Interspecies organogenesis shows potential in diabetes treatment

Written by Adam Price-Evans

Study demonstrates how the transplantation of autologous functional pancreatic islets grown in rats into diabetic mouse models restores glycemic control.

Researchers led by Hiromitsu Nakauchi (University of Tokyo, Japan) have provided proof-of-principle evidence of interspecies organogenesis and its therapeutic potential in a diabetic mouse model.

Nakahuchi has previously reported the generation of rat pancreata from rat pluripotent stem cells (PSCs) in mice through interspecies blastocyst complementation. The functional rat pancreata generated were however mouse-sized, resulting in an inability to obtain sufficient numbers of islets for transplantation to assess their therapeutic potential in a diabetic rat model.

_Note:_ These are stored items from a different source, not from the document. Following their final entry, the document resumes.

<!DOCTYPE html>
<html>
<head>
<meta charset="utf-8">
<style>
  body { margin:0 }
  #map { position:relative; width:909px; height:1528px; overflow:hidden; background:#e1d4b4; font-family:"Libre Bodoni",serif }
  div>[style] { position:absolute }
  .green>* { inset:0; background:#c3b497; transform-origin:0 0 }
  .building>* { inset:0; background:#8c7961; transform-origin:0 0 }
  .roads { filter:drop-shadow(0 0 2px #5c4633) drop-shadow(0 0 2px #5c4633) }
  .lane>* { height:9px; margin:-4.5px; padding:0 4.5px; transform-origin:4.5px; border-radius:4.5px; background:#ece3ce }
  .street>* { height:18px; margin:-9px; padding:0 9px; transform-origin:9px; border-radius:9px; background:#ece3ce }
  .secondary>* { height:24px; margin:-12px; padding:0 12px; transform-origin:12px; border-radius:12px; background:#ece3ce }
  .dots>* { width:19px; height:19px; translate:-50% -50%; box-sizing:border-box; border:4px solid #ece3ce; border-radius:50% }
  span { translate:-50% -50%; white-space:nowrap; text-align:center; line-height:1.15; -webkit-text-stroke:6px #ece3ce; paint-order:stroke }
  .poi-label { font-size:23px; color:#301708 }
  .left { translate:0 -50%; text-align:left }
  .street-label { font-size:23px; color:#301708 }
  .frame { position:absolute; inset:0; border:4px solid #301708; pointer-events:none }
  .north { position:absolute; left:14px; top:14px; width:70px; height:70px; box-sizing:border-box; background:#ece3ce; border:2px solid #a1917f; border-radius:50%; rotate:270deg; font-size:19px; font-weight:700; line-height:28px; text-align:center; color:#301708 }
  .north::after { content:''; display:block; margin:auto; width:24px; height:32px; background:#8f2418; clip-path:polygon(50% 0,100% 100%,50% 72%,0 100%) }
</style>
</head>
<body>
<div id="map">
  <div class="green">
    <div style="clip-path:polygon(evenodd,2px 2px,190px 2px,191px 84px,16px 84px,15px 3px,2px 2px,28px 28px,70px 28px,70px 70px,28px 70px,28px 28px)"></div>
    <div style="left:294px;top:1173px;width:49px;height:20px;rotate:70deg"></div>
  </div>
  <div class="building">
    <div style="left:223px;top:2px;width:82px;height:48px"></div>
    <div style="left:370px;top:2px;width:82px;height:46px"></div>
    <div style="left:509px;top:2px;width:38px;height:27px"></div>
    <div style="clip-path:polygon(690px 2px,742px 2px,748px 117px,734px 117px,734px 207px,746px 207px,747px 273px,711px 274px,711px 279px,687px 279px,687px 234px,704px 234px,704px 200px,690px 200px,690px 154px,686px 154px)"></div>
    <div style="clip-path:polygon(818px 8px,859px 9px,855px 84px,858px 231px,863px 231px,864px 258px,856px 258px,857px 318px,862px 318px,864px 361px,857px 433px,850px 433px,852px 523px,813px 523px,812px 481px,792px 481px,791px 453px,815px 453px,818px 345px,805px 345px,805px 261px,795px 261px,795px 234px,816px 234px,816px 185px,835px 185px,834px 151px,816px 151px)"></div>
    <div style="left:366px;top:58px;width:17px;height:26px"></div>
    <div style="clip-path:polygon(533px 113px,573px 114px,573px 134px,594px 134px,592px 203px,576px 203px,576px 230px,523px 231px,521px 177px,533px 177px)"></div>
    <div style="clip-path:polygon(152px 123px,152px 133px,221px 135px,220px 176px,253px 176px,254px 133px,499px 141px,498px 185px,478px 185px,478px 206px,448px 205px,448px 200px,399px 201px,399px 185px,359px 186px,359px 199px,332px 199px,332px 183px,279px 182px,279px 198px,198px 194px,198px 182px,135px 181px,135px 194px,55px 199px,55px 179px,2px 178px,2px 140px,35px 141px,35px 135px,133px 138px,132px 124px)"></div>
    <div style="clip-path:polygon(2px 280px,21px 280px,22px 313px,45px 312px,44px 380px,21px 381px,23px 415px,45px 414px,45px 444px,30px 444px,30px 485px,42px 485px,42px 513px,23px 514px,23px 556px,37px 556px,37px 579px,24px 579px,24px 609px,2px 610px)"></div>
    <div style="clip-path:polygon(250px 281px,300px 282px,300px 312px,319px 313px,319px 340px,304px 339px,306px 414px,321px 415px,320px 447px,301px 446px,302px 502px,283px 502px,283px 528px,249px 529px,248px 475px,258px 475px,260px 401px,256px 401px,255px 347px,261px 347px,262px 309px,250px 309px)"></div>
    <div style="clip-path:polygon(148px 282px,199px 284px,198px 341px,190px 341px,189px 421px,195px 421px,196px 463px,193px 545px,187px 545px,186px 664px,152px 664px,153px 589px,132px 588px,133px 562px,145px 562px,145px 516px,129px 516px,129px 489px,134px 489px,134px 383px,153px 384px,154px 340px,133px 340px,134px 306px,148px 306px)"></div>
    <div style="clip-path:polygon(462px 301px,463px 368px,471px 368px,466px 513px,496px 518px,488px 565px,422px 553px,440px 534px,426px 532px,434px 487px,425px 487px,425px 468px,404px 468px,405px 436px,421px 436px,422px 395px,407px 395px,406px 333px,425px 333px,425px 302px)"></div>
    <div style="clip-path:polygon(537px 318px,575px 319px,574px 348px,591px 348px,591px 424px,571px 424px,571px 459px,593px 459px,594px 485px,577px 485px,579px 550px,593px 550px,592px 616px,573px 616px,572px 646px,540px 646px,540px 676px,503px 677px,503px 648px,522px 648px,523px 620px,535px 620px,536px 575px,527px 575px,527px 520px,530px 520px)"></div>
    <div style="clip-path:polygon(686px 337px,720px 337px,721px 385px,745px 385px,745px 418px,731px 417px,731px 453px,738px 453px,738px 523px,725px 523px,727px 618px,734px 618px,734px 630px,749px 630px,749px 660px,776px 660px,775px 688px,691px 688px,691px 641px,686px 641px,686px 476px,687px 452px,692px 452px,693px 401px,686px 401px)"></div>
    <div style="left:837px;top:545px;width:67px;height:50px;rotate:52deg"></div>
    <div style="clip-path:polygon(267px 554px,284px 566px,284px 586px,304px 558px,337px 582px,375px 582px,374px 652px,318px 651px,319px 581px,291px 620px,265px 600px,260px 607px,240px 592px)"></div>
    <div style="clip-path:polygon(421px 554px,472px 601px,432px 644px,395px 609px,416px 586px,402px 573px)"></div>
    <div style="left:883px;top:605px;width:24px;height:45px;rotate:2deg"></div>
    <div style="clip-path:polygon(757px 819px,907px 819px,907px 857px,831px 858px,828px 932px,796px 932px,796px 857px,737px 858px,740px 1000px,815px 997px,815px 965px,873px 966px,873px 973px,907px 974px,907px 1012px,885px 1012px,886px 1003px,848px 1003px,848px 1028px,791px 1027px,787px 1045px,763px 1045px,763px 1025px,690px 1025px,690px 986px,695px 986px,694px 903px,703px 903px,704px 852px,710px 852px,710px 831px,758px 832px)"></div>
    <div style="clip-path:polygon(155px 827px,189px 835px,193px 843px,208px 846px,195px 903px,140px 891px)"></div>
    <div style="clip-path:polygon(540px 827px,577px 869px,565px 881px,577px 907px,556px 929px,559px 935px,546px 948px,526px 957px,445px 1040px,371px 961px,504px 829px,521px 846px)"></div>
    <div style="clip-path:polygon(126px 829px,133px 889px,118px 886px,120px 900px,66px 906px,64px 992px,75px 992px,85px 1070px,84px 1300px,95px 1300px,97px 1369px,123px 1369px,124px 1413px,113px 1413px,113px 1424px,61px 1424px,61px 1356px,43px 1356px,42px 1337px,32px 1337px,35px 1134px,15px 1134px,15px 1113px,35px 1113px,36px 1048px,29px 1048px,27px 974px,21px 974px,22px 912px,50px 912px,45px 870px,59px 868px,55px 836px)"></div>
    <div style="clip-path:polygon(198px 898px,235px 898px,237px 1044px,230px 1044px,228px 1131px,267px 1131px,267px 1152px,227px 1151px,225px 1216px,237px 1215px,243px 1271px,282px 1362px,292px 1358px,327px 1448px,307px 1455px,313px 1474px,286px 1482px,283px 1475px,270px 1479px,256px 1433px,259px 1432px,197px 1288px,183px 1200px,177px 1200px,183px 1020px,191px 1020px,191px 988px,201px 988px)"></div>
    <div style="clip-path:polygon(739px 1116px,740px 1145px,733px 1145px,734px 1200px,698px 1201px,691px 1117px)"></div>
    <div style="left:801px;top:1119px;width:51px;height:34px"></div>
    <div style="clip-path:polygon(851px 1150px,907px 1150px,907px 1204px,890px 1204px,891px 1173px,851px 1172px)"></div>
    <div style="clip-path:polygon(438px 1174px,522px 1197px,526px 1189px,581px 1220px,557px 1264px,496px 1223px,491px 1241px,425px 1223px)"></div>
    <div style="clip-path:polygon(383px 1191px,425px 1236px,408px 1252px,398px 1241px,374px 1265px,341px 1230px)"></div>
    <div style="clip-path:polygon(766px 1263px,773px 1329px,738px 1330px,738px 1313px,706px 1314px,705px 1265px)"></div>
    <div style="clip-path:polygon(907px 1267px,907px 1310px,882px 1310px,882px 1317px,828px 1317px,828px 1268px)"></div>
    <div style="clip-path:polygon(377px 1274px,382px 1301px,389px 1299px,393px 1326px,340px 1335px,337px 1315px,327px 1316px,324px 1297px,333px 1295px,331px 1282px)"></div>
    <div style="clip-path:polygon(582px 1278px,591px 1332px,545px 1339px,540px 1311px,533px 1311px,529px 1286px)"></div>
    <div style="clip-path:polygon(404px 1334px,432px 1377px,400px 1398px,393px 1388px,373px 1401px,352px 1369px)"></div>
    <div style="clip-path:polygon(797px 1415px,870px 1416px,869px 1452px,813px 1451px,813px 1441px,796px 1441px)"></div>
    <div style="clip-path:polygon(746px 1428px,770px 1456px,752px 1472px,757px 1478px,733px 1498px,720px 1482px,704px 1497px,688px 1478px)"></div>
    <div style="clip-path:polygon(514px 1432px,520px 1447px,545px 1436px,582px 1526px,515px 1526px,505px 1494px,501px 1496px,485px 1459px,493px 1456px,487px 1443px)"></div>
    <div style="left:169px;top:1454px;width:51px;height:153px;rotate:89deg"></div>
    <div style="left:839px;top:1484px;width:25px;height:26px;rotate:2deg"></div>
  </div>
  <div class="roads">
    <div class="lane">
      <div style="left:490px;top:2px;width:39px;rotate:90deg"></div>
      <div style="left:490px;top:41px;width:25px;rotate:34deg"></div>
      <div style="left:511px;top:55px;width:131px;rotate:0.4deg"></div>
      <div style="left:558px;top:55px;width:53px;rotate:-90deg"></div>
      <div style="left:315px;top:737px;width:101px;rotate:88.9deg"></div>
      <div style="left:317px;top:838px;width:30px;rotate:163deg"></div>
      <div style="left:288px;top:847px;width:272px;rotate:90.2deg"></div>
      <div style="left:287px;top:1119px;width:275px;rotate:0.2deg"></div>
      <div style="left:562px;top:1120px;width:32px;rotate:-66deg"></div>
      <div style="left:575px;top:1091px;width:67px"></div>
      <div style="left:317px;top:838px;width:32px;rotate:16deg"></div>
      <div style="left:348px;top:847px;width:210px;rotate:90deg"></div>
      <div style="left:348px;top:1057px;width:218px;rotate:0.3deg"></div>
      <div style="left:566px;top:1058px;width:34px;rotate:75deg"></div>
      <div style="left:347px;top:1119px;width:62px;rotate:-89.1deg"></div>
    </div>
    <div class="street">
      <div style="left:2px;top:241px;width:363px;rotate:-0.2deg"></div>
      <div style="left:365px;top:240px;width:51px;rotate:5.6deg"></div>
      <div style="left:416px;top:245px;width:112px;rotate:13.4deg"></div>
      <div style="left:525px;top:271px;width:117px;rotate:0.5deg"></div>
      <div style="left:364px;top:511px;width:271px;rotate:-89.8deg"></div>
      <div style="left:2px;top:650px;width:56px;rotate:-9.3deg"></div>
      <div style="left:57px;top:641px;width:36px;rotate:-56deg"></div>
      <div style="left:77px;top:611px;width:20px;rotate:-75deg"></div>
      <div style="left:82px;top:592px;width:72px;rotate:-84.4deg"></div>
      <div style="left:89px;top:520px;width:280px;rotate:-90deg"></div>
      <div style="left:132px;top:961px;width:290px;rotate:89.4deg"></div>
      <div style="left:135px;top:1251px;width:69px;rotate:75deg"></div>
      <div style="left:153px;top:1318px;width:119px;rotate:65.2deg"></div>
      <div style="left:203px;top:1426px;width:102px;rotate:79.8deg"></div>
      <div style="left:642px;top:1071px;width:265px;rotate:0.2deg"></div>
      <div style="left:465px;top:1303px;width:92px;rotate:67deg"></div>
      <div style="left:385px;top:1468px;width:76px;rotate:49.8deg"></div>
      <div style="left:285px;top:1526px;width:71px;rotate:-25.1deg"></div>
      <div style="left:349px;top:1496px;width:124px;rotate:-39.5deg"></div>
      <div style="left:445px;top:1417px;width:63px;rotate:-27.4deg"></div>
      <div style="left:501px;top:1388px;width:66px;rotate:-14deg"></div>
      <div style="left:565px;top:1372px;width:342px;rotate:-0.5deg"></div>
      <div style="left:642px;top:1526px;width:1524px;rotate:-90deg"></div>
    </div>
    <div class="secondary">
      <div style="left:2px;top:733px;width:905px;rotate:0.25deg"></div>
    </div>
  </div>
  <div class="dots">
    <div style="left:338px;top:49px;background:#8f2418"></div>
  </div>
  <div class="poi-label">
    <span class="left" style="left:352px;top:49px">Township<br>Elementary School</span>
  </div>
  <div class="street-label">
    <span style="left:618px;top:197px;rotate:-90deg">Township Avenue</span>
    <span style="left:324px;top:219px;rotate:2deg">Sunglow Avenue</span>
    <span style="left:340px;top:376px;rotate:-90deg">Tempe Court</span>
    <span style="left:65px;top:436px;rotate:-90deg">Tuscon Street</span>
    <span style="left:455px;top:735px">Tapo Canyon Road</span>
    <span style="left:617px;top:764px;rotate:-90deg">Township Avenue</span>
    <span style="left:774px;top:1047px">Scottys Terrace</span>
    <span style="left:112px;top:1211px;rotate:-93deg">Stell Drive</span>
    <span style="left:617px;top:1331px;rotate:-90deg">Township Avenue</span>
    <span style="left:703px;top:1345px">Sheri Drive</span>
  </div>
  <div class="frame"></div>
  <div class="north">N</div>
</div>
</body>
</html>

This earlier work prompted the current study in which mouse pancreata were instead generated within rats. Using transcription activator-like effector nuclease technology, the group developed Pdx1-deficient rats which disabled pancreatogenesis within these models. Mouse-derived PSCs were then injected in to the rat Pdx1-knockout blastocysts, thus creating interspecies chimeras with rat-sized pancreata composed of mouse-PSC-derived cells.

To assess the therapeutic potential of these PSC-derived islets, 100 islets were then transplanted into mice with streptozotocin-induced diabetes. This led to the restoration of glycemic control in the diabetic mouse model for over 370 days in the absence of immunosuppression (excluding 5 days post-transplant).

These findings therefore highlight the future potential of generating organs derived from donor PSCs in a xenogenic environment and how their transplantation could be utilized for disease therapeutics such as diabetes.


Yamaguchi T, Sato H, Kato-Itoh M et al. Interspecies organogenesis generates autologous functional islets. Nature. 542, 191-196 (2017); Morris A. Xeno-created pancreata — the future of diabetes treatment? Nat. Rev. Endocrinol. doi:10.1038/nrendo.2017.14 (2017) (Epub ahead of print).